### [YOUR TASK]
Number of lines below with "Widyodiningrat": work it out and reply with that number only.

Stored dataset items

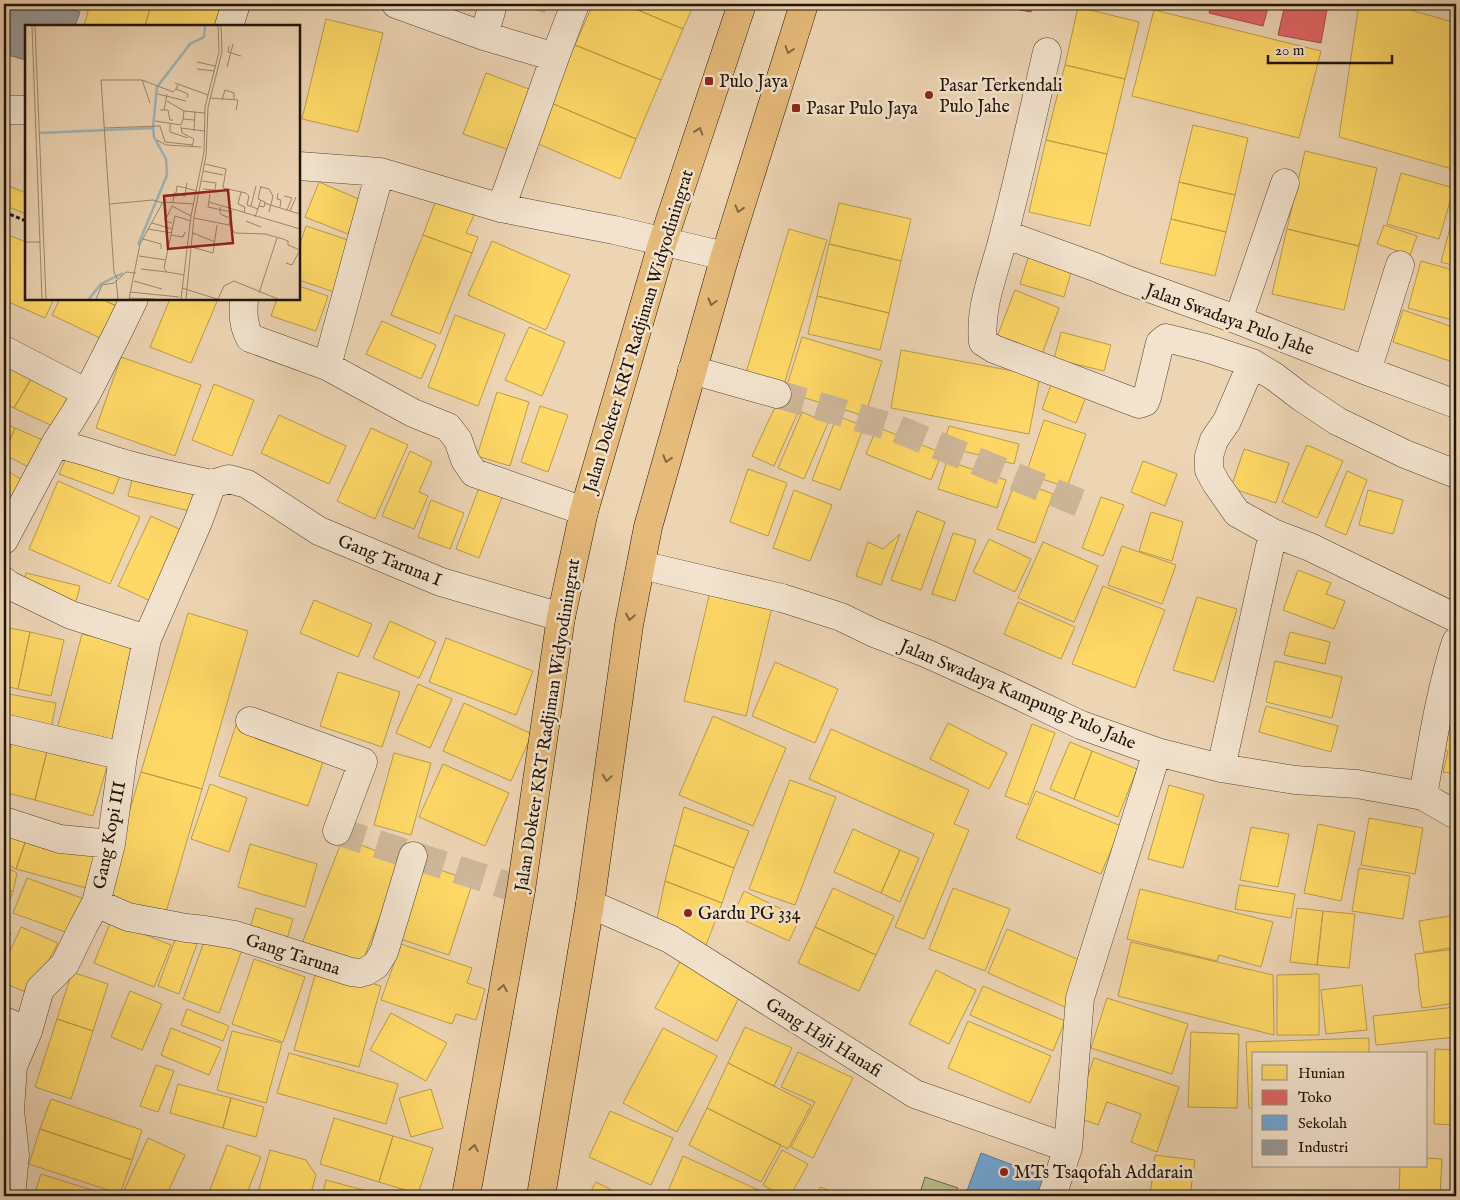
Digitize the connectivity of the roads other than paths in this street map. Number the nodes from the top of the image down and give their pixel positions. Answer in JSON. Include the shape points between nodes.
{"nodes":[{"id":1,"x":236,"y":4,"type":"edge"},
{"id":2,"x":396,"y":4,"type":"edge"},
{"id":3,"x":493,"y":4,"type":"edge"},
{"id":4,"x":575,"y":4,"type":"edge"},
{"id":5,"x":742,"y":4,"type":"edge"},
{"id":6,"x":804,"y":4,"type":"edge"},
{"id":7,"x":229,"y":25,"type":"edge"},
{"id":8,"x":484,"y":36,"type":"junction"},
{"id":9,"x":1047,"y":52,"type":"dead end"},
{"id":10,"x":555,"y":57,"type":"junction"},
{"id":11,"x":25,"y":110,"type":"edge"},
{"id":12,"x":4,"y":112,"type":"edge"},
{"id":13,"x":300,"y":166,"type":"edge"},
{"id":14,"x":380,"y":172,"type":"junction"},
{"id":15,"x":1286,"y":183,"type":"dead end"},
{"id":16,"x":501,"y":208,"type":"junction"},
{"id":17,"x":1004,"y":234,"type":"junction"},
{"id":18,"x":663,"y":241,"type":"junction"},
{"id":19,"x":725,"y":256,"type":"junction"},
{"id":20,"x":1400,"y":265,"type":"dead end"},
{"id":21,"x":134,"y":300,"type":"edge"},
{"id":22,"x":244,"y":300,"type":"edge"},
{"id":23,"x":1238,"y":320,"type":"junction"},
{"id":24,"x":4,"y":350,"type":"edge"},
{"id":25,"x":1252,"y":363,"type":"junction"},
{"id":26,"x":327,"y":366,"type":"junction"},
{"id":27,"x":692,"y":370,"type":"junction"},
{"id":28,"x":1367,"y":371,"type":"junction"},
{"id":29,"x":87,"y":393,"type":"junction"},
{"id":30,"x":777,"y":394,"type":"tunnel mouth"},
{"id":31,"x":1456,"y":404,"type":"edge"},
{"id":32,"x":55,"y":444,"type":"junction"},
{"id":33,"x":1456,"y":474,"type":"edge"},
{"id":34,"x":220,"y":481,"type":"junction"},
{"id":35,"x":584,"y":511,"type":"junction"},
{"id":36,"x":1273,"y":533,"type":"junction"},
{"id":37,"x":4,"y":540,"type":"edge"},
{"id":38,"x":641,"y":565,"type":"junction"},
{"id":39,"x":4,"y":581,"type":"edge"},
{"id":40,"x":561,"y":617,"type":"junction"},
{"id":41,"x":1456,"y":618,"type":"edge"},
{"id":42,"x":147,"y":639,"type":"junction"},
{"id":43,"x":1456,"y":642,"type":"edge"},
{"id":44,"x":250,"y":721,"type":"dead end"},
{"id":45,"x":4,"y":728,"type":"edge"},
{"id":46,"x":1157,"y":752,"type":"junction"},
{"id":47,"x":123,"y":756,"type":"junction"},
{"id":48,"x":1221,"y":768,"type":"junction"},
{"id":49,"x":1423,"y":796,"type":"junction"},
{"id":50,"x":1456,"y":815,"type":"edge"},
{"id":51,"x":4,"y":821,"type":"edge"},
{"id":52,"x":337,"y":831,"type":"dead end"},
{"id":53,"x":111,"y":844,"type":"junction"},
{"id":54,"x":413,"y":856,"type":"dead end"},
{"id":55,"x":96,"y":903,"type":"junction"},
{"id":56,"x":590,"y":904,"type":"junction"},
{"id":57,"x":16,"y":1026,"type":"edge"},
{"id":58,"x":1068,"y":1148,"type":"junction"},
{"id":59,"x":11,"y":1196,"type":"edge"},
{"id":60,"x":466,"y":1196,"type":"edge"},
{"id":61,"x":541,"y":1196,"type":"edge"},
{"id":62,"x":1052,"y":1196,"type":"edge"}],
"edges":[{"from":1,"to":7,"type":"street"},
{"from":2,"to":8,"type":"street"},
{"from":3,"to":8,"type":"street"},
{"from":4,"to":10,"type":"street"},
{"from":18,"to":5,"type":"main road","name":"Jalan Dokter KRT Radjiman Widyodiningrat","one_way":true},
{"from":6,"to":19,"type":"main road","one_way":true},
{"from":8,"to":10,"type":"street"},
{"from":9,"to":17,"type":"street"},
{"from":10,"to":16,"type":"street"},
{"from":11,"to":12,"type":"street"},
{"from":13,"to":14,"type":"street"},
{"from":14,"to":16,"type":"street"},
{"from":14,"to":26,"type":"street"},
{"from":15,"to":23,"type":"street"},
{"from":16,"to":18,"type":"street"},
{"from":17,"to":23,"type":"street","name":"Jalan Swadaya Pulo Jahe"},
{"from":17,"to":25,"type":"street","via":[[982,328],[983,342],[994,349],[1139,404],[1145,402],[1160,343],[1166,338]]},
{"from":18,"to":19,"type":"street"},
{"from":18,"to":35,"type":"main road","name":"Jalan Dokter KRT Radjiman Widyodiningrat"},
{"from":19,"to":27,"type":"main road","one_way":true},
{"from":20,"to":28,"type":"street"},
{"from":21,"to":29,"type":"street"},
{"from":22,"to":26,"type":"street","via":[[245,328],[250,338]]},
{"from":23,"to":28,"type":"street","name":"Jalan Swadaya Pulo Jahe"},
{"from":24,"to":29,"type":"street"},
{"from":25,"to":33,"type":"street","via":[[1337,421]]},
{"from":25,"to":36,"type":"street","via":[[1228,421],[1214,440],[1209,470],[1237,513]]},
{"from":26,"to":35,"type":"street","via":[[414,413],[448,427],[474,474]]},
{"from":27,"to":30,"type":"street"},
{"from":27,"to":38,"type":"main road","one_way":true,"via":[[648,527]]},
{"from":28,"to":31,"type":"street","name":"Jalan Swadaya Pulo Jahe"},
{"from":29,"to":32,"type":"street"},
{"from":32,"to":34,"type":"street","name":"Gang Taruna I","via":[[164,474]]},
{"from":32,"to":37,"type":"street"},
{"from":34,"to":40,"type":"street","name":"Gang Taruna I","via":[[247,484],[319,531],[441,582]]},
{"from":34,"to":42,"type":"street","name":"Gang Kopi III","via":[[198,522]]},
{"from":35,"to":40,"type":"main road","name":"Jalan Dokter KRT Radjiman Widyodiningrat"},
{"from":36,"to":41,"type":"street","via":[[1310,547]]},
{"from":36,"to":48,"type":"street"},
{"from":38,"to":46,"type":"street","name":"Jalan Swadaya Kampung Pulo Jahe","via":[[782,598],[840,617],[1081,725]]},
{"from":38,"to":56,"type":"main road","one_way":true,"via":[[629,625]]},
{"from":39,"to":42,"type":"street","via":[[71,615]]},
{"from":60,"to":40,"type":"main road","name":"Jalan Dokter KRT Radjiman Widyodiningrat","one_way":true,"via":[[521,890]]},
{"from":42,"to":47,"type":"street","name":"Gang Kopi III"},
{"from":43,"to":49,"type":"street","via":[[1437,713]]},
{"from":44,"to":52,"type":"street","via":[[363,762]]},
{"from":45,"to":47,"type":"street"},
{"from":46,"to":48,"type":"street","name":"Jalan Swadaya Kampung Pulo Jahe"},
{"from":46,"to":58,"type":"street","via":[[1080,998]]},
{"from":47,"to":53,"type":"street","name":"Gang Kopi III"},
{"from":48,"to":49,"type":"street","name":"Jalan Swadaya Kampung Pulo Jahe","via":[[1295,780],[1357,784]]},
{"from":49,"to":50,"type":"street","name":"Jalan Swadaya Kampung Pulo Jahe"},
{"from":51,"to":53,"type":"street","via":[[60,839]]},
{"from":53,"to":55,"type":"street","name":"Gang Kopi III"},
{"from":54,"to":55,"type":"street","name":"Gang Taruna","via":[[384,952],[376,965],[360,973],[235,935],[128,917]]},
{"from":55,"to":57,"type":"street","name":"Gang Kopi III","via":[[65,964],[40,989]]},
{"from":56,"to":58,"type":"street","name":"Gang Haji Hanafi","via":[[670,939],[915,1094]]},
{"from":56,"to":61,"type":"main road"},
{"from":57,"to":59,"type":"street","name":"Gang Kopi III","via":[[10,1110],[15,1155]]},
{"from":58,"to":62,"type":"street"}]}
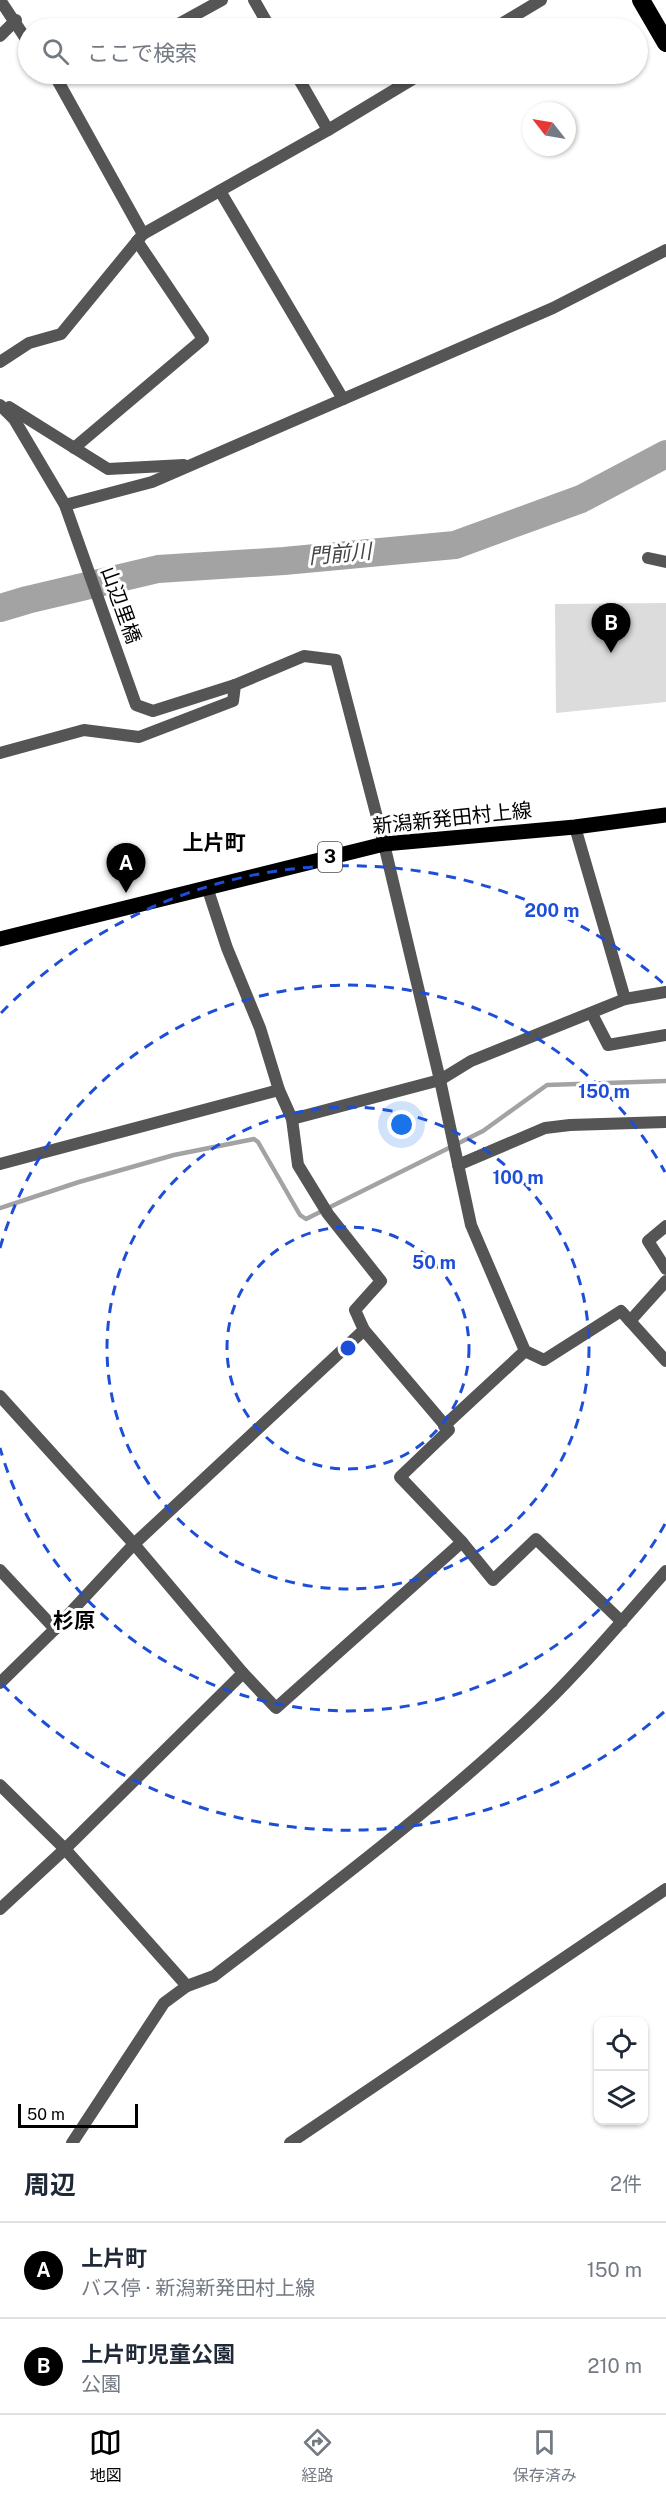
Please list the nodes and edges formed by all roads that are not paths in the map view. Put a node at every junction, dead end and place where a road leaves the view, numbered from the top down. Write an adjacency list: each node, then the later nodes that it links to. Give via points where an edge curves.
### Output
1 (0, 0): 9 (street)
2 (222, 0): 6 (street)
3 (254, 0): 7 (street)
4 (541, 0): 8 (street)
5 (641, 0): 12 (highway)
6 (189, 18)
7 (264, 18)
8 (511, 18)
9 (15, 20): 10 (street); 11 (street)
10 (18, 25)
11 (0, 36)
12 (666, 43)
13 (59, 84): 18 (street)
14 (302, 84): 16 (street)
15 (404, 84): 16 (street)
16 (328, 130): 17 (street)
17 (220, 191): 18 (street); 21 (street)
18 (140, 237): 20 (street, via 61,334 29,343); 23 (street, via 203,339)
19 (666, 250): 21 (street, via 553,308)
20 (0, 362)
21 (343, 399): 24 (street)
22 (0, 403): 23 (street); 25 (street, 山辺里橋, via 14,419)
23 (74, 448): 24 (street, via 108,468)
24 (191, 465): 25 (street, via 152,482)
25 (65, 505): 28 (street, 山辺里橋, via 136,705 153,711)
26 (648, 558): 27 (street)
27 (666, 562)
28 (235, 685): 29 (street, via 233,701 140,737 84,730); 32 (street, via 304,656 336,660)
29 (0, 753)
30 (666, 815): 31 (main road, 新潟新発田村上線 / 3)
31 (575, 827): 32 (main road, 新潟新発田村上線 / 3); 36 (street)
32 (384, 844): 33 (main road, 新潟新発田村上線 / 3); 39 (street)
33 (207, 887): 34 (main road, 新潟新発田村上線 / 3); 40 (street)
34 (0, 939)
35 (666, 992): 36 (street)
36 (625, 999): 37 (street)
37 (592, 1014): 38 (street, via 608,1045); 39 (street, via 471,1061)
38 (666, 1035)
39 (440, 1080): 41 (street); 44 (street)
40 (279, 1090): 41 (street); 43 (street)
41 (292, 1119): 49 (street, via 298,1165 328,1214 381,1281 355,1310)
42 (666, 1122): 44 (street, via 545,1128)
43 (0, 1164)
44 (458, 1165): 50 (street, via 471,1225)
45 (666, 1226): 46 (street, via 648,1241)
46 (666, 1269)
47 (666, 1281): 48 (street)
48 (630, 1321): 50 (street, via 621,1311 544,1360); 51 (street)
49 (364, 1330): 53 (street); 55 (street)
50 (525, 1351): 53 (street)
51 (666, 1361)
52 (0, 1396): 55 (street)
53 (444, 1426): 54 (street, via 449,1430 400,1477)
54 (462, 1542): 58 (street, via 493,1580 536,1539); 60 (street, via 276,1708)
55 (134, 1544): 59 (street); 60 (street)
56 (0, 1570): 59 (street)
57 (666, 1571): 58 (street)
58 (622, 1622): 66 (street, via 526,1723 443,1797 214,1976)
59 (55, 1629): 61 (street)
60 (243, 1673): 63 (street)
61 (0, 1683)
62 (0, 1785): 63 (street)
63 (65, 1849): 65 (street); 66 (street)
64 (666, 1888): 68 (street)
65 (0, 1909)
66 (186, 1986): 67 (street, via 164,2003)
67 (72, 2143)
68 (290, 2143)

### [RESULT OF THIS EXERCISE]
4